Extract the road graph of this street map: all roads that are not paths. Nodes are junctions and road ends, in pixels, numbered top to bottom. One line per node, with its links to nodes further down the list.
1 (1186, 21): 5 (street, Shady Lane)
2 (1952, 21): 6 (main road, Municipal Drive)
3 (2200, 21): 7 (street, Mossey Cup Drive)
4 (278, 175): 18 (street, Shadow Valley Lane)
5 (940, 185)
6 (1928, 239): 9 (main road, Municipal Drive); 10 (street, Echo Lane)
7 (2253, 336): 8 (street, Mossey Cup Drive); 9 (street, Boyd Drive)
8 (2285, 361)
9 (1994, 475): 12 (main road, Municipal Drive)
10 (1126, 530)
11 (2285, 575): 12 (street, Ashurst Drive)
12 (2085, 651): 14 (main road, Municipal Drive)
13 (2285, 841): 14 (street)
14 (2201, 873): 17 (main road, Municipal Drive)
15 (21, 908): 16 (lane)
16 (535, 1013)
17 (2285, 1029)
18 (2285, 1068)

#####

• **Instructions to follow**:
The entries above are to be retyped exactly, with nothing left out.

• **Response to the exercise**:
Extract the road graph of this street map: all roads that are not paths. Nodes are junctions and road ends, in pixels, numbered top to bottom. One line per node, with its links to nodes further down the list.
1 (1186, 21): 5 (street, Shady Lane)
2 (1952, 21): 6 (main road, Municipal Drive)
3 (2200, 21): 7 (street, Mossey Cup Drive)
4 (278, 175): 18 (street, Shadow Valley Lane)
5 (940, 185)
6 (1928, 239): 9 (main road, Municipal Drive); 10 (street, Echo Lane)
7 (2253, 336): 8 (street, Mossey Cup Drive); 9 (street, Boyd Drive)
8 (2285, 361)
9 (1994, 475): 12 (main road, Municipal Drive)
10 (1126, 530)
11 (2285, 575): 12 (street, Ashurst Drive)
12 (2085, 651): 14 (main road, Municipal Drive)
13 (2285, 841): 14 (street)
14 (2201, 873): 17 (main road, Municipal Drive)
15 (21, 908): 16 (lane)
16 (535, 1013)
17 (2285, 1029)
18 (2285, 1068)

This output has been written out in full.